» EXERCISE BRIEF: Scan the entries line by line and return those with "ЩОРСА".

» INPUT MATERIAL:
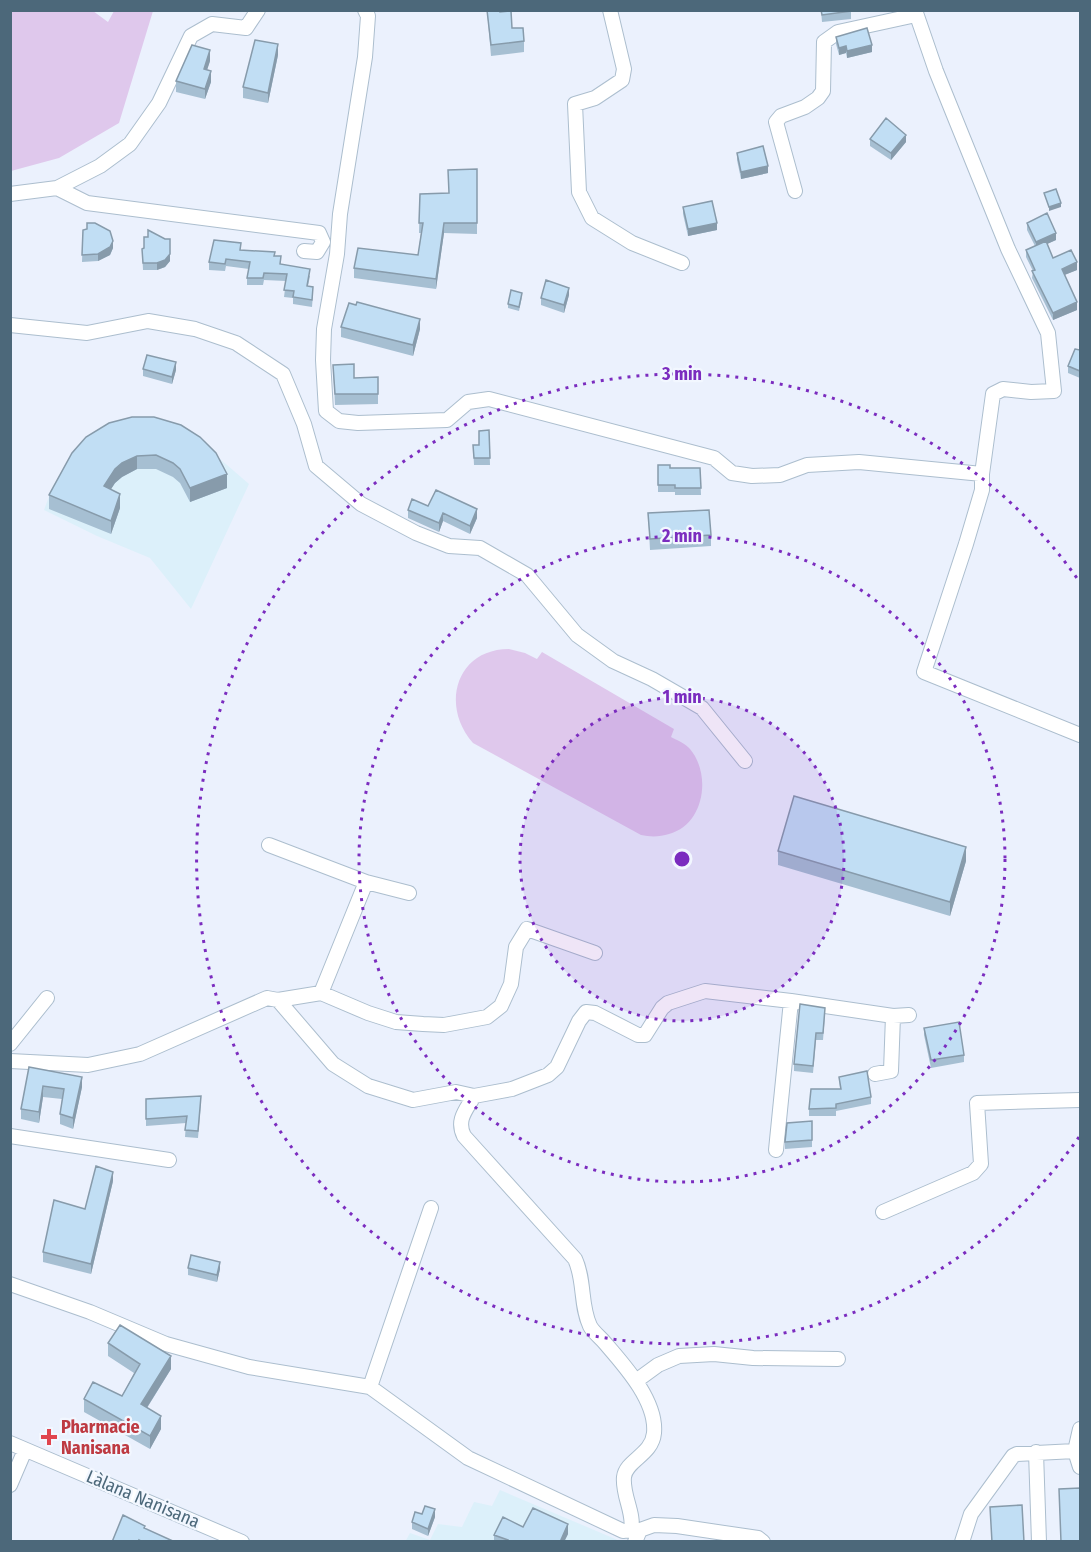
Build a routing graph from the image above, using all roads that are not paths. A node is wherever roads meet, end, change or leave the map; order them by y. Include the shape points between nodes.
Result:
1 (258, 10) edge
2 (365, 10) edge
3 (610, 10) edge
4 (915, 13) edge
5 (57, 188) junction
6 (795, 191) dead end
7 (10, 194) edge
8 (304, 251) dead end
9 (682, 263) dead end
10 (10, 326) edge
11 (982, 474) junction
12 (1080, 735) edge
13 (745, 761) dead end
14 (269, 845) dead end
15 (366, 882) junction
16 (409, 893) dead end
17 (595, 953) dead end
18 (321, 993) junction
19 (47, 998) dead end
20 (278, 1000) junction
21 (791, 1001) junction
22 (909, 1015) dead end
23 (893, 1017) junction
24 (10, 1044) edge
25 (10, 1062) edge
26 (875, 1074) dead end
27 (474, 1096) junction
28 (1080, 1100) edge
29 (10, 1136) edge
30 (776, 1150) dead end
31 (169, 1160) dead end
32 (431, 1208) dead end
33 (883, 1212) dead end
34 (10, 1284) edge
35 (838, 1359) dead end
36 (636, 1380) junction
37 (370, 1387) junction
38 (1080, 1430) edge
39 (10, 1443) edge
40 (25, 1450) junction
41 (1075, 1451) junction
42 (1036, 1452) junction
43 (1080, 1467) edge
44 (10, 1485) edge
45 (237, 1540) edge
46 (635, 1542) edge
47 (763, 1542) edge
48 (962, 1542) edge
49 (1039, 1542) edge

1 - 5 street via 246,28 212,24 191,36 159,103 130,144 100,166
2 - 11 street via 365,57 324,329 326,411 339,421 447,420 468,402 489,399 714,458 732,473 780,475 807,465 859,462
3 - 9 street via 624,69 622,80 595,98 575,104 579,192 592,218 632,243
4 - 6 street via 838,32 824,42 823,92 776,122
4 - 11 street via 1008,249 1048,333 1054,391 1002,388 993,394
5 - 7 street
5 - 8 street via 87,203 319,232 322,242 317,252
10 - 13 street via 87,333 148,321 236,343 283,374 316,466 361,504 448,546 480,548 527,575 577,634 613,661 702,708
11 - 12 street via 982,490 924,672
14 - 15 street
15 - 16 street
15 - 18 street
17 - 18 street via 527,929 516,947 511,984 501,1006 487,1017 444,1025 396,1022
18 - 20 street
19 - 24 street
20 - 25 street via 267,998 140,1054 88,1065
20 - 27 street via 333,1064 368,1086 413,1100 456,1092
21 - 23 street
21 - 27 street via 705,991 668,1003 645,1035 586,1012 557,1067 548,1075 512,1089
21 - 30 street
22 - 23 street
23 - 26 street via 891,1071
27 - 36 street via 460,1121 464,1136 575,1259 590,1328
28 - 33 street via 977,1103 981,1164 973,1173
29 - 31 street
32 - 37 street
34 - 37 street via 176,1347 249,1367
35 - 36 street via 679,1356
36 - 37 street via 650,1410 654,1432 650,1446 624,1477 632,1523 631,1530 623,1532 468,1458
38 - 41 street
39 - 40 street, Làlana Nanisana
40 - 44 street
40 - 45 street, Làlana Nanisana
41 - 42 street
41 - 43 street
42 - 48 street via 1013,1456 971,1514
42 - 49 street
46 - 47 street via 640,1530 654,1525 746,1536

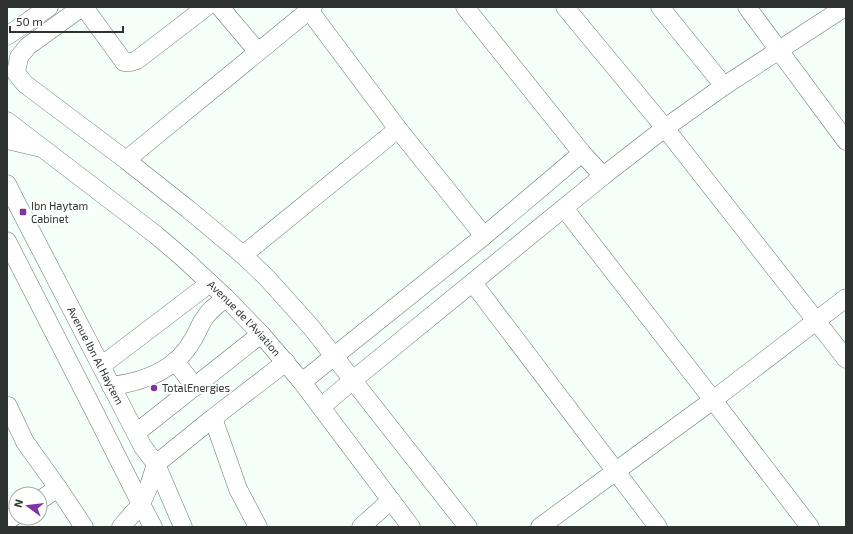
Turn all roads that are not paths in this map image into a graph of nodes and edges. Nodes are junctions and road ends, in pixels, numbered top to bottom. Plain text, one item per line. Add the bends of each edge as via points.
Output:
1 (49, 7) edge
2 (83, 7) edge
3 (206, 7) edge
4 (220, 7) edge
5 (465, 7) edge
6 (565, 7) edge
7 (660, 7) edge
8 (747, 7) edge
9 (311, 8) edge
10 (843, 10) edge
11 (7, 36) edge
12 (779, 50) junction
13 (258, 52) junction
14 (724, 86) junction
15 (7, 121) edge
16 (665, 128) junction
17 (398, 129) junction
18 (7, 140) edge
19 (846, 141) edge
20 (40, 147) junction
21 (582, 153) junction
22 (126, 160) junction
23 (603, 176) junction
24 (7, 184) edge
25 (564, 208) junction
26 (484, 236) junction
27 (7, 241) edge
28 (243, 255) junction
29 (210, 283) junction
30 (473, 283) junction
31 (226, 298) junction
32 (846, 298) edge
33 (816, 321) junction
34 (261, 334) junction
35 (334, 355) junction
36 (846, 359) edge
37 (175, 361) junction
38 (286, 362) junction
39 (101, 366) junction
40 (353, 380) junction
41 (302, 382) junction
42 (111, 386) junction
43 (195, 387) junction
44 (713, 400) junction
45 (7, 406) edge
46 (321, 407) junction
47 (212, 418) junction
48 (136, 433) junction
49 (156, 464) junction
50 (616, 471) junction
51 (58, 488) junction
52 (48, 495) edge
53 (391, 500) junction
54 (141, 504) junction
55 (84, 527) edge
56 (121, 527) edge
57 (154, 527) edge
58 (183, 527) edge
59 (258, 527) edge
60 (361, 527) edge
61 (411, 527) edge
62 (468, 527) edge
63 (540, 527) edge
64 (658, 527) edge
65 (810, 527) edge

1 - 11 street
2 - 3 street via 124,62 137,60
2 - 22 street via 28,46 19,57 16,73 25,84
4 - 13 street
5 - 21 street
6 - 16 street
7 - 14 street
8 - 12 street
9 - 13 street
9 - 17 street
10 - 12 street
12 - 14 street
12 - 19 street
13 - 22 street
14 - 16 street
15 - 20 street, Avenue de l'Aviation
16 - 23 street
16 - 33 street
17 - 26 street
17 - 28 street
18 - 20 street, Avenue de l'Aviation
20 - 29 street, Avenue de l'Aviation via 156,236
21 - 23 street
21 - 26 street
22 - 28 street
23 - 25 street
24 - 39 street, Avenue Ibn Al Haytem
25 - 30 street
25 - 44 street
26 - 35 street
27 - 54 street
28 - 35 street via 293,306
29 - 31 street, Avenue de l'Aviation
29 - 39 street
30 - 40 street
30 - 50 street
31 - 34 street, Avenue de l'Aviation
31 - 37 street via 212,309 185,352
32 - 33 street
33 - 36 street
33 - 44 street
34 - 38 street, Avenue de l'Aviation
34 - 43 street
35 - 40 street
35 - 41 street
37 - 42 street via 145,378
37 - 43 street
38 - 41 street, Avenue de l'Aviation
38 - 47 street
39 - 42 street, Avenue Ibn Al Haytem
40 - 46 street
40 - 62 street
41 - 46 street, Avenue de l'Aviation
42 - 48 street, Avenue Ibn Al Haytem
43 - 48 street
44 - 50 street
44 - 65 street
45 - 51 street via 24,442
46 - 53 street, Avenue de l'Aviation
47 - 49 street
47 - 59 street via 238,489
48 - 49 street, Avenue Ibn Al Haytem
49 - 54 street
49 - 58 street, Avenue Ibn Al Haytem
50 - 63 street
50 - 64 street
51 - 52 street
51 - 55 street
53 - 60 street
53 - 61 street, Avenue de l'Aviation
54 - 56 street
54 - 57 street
--
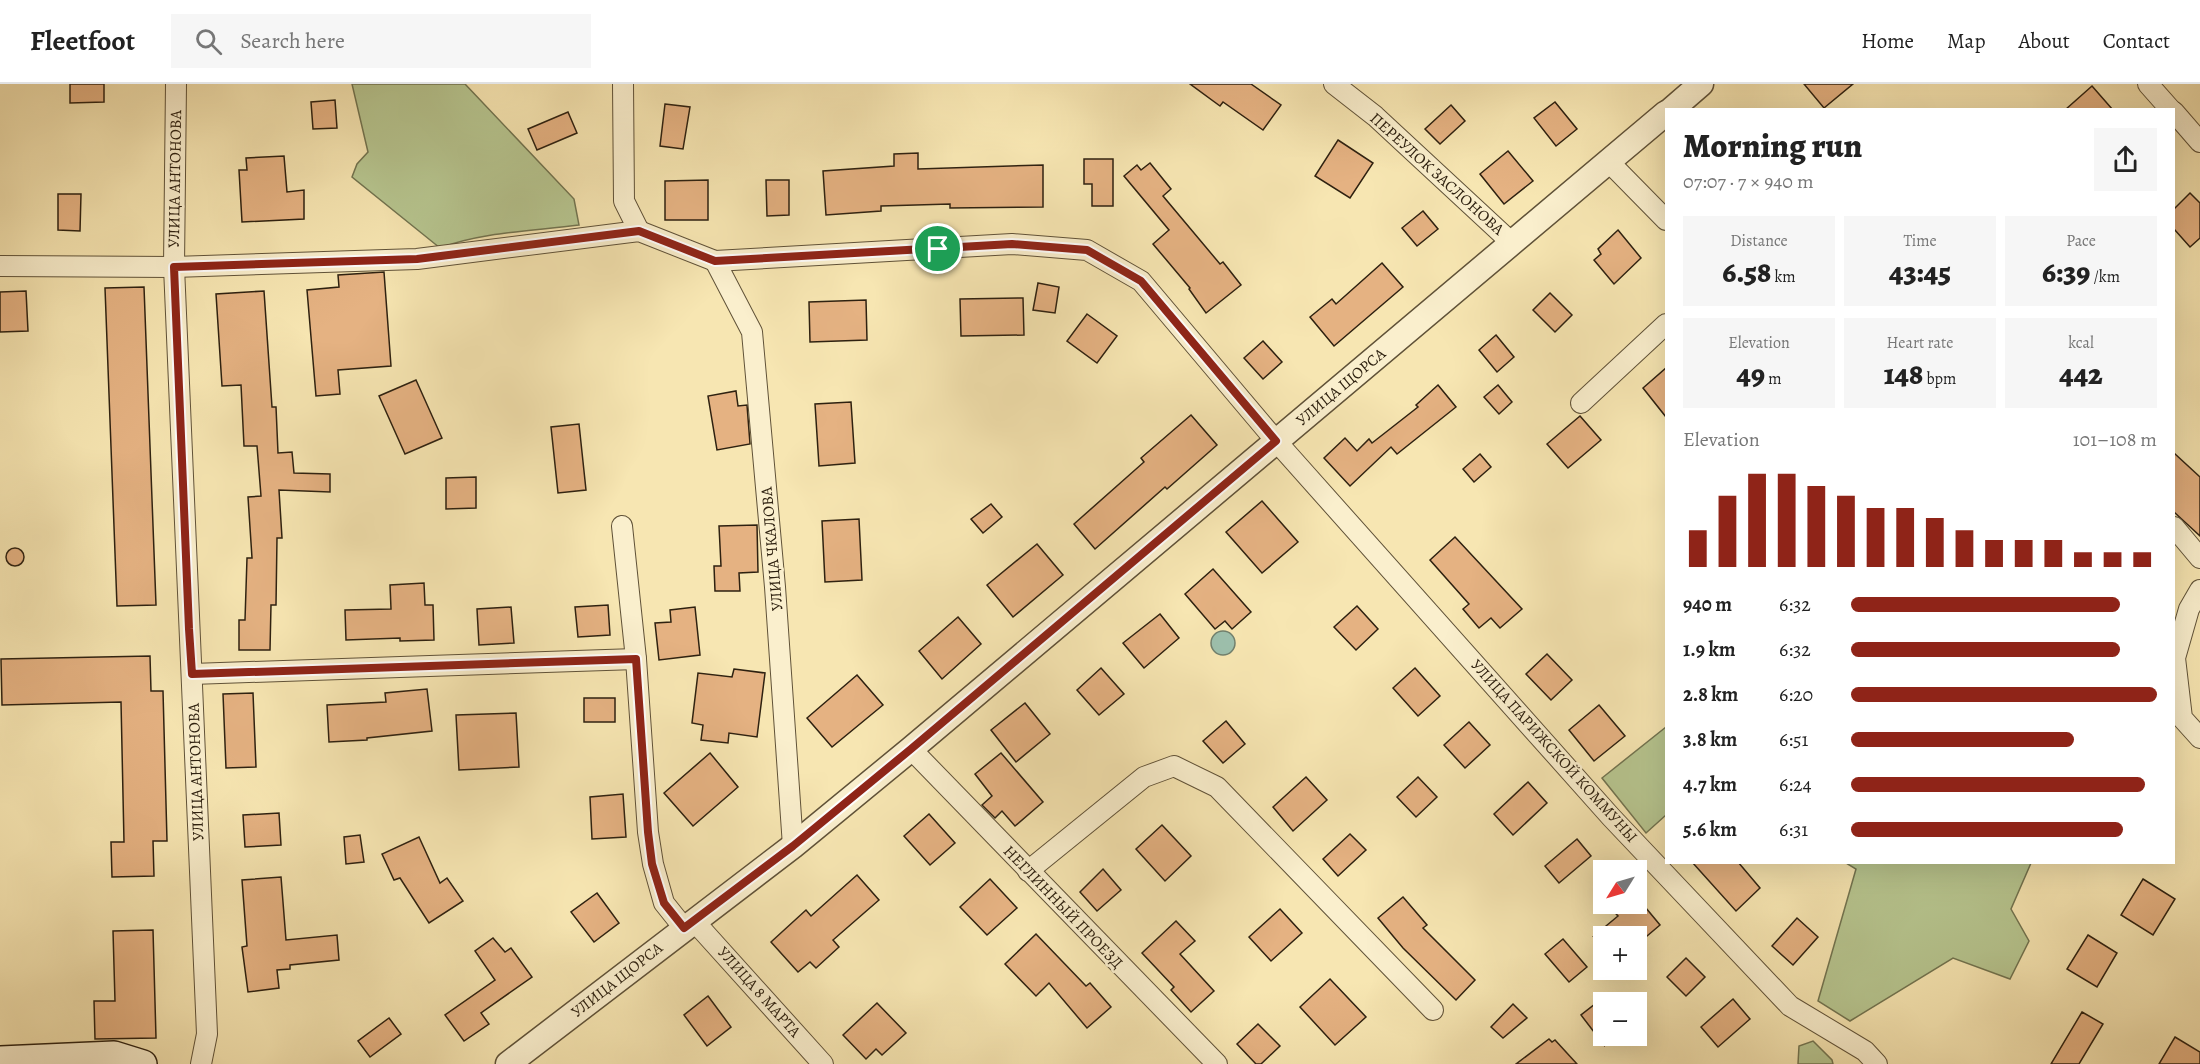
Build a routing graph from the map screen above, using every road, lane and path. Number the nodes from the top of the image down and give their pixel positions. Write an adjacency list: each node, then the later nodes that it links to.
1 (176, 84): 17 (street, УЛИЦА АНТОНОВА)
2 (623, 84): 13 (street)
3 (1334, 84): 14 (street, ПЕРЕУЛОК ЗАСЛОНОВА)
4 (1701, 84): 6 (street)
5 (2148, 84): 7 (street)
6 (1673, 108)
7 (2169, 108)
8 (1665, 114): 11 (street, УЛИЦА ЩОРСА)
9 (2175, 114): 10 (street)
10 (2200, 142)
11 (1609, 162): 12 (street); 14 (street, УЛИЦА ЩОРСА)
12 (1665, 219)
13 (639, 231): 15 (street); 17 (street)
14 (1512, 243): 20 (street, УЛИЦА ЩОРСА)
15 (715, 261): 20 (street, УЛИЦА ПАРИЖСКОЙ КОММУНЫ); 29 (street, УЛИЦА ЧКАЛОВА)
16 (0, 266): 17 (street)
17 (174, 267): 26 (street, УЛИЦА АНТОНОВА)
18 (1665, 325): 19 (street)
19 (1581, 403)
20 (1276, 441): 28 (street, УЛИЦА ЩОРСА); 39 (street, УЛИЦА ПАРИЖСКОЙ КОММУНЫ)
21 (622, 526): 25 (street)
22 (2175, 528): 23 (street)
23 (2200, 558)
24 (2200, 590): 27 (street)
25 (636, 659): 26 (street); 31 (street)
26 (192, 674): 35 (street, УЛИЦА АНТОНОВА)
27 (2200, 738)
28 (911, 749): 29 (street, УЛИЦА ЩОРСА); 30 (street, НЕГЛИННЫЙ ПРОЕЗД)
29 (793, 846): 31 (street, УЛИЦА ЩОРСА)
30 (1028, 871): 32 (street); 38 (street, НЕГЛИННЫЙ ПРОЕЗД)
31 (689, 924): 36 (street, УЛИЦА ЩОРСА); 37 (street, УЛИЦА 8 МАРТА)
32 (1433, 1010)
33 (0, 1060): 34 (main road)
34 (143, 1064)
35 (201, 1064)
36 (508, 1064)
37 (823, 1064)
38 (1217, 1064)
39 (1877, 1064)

» SOLVED PROBLEM:
8 (1665, 114): 11 (street, УЛИЦА ЩОРСА)
11 (1609, 162): 12 (street); 14 (street, УЛИЦА ЩОРСА)
14 (1512, 243): 20 (street, УЛИЦА ЩОРСА)
20 (1276, 441): 28 (street, УЛИЦА ЩОРСА); 39 (street, УЛИЦА ПАРИЖСКОЙ КОММУНЫ)
28 (911, 749): 29 (street, УЛИЦА ЩОРСА); 30 (street, НЕГЛИННЫЙ ПРОЕЗД)
29 (793, 846): 31 (street, УЛИЦА ЩОРСА)
31 (689, 924): 36 (street, УЛИЦА ЩОРСА); 37 (street, УЛИЦА 8 МАРТА)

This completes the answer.